Je n’écris pas pour dire ce que je pense aurait, dit-on, affirmé Emmanuel Berl, mais pour le savoir. J’ai fait mienne cette phrase programmatique de l’écrivain. Pour savoir jusqu’où je pourrai comprendre — ou non — un peu du sens de ma vie, de celui du monde, et même, ô ultime folie, du sens du sens. Bref, un objectif monstrueusement ambitieux et voué à l’inachèvement. Ça tombe bien : je n’ai pas envie d’arrêter !

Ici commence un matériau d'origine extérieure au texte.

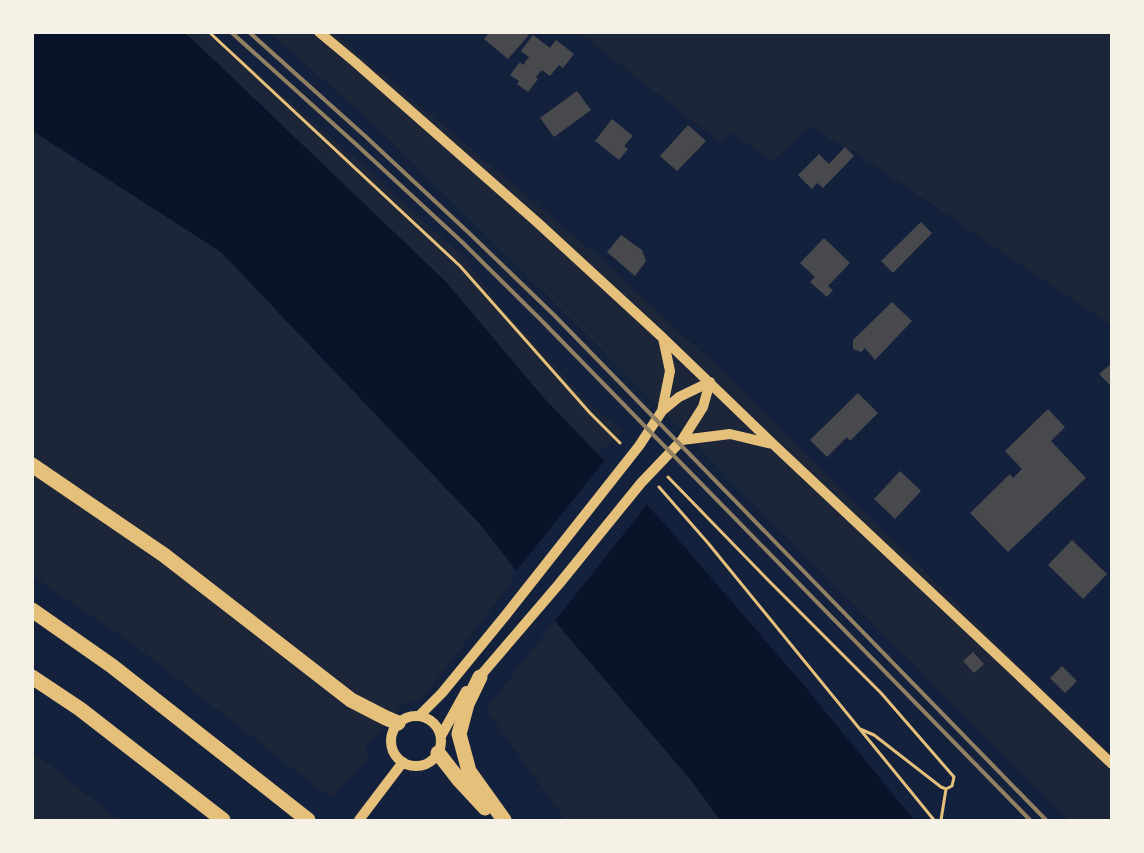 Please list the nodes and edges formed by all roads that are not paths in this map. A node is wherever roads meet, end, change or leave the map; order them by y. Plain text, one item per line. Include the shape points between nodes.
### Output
1 (319, 32) edge
2 (664, 338) junction
3 (710, 382) junction
4 (662, 411) junction
5 (682, 440) junction
6 (773, 444) junction
7 (32, 465) edge
8 (32, 610) edge
9 (32, 677) edge
10 (480, 677) junction
11 (420, 716) junction
12 (398, 723) junction
13 (441, 736) junction
14 (438, 753) junction
15 (403, 762) junction
16 (1112, 764) edge
17 (223, 820) edge
18 (308, 820) edge
19 (359, 820) edge
20 (497, 820) edge
21 (504, 820) edge

1 - 2 main road
2 - 3 main road
2 - 4 main road via 670,371
3 - 4 main road via 688,392
3 - 5 main road via 703,407
3 - 6 main road
4 - 11 main road via 639,446 505,616
5 - 6 main road via 730,434
5 - 10 main road via 641,483
6 - 16 main road
7 - 12 highway via 164,555 351,700
8 - 18 highway via 112,666
9 - 17 highway via 80,709
10 - 13 main road via 465,692
10 - 21 highway via 458,734 469,771
11 - 12 main road via 408,717
11 - 13 main road via 437,726
12 - 15 main road via 393,730 392,748
13 - 14 main road
14 - 15 main road via 422,765 412,766
14 - 20 highway
15 - 19 main road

PS : À toutes fins utiles, précisons que ce que je désigne par « sens » ne doit pas être assimilé à un but, un objectif, ni même à une ambition, toutes choses raisonnables par ailleurs. Peut-être le sens est-il quelque chose comme la condition d’existence de ces choses ? Le sens serait-il antérieur à la raison, serait-il sa loi ?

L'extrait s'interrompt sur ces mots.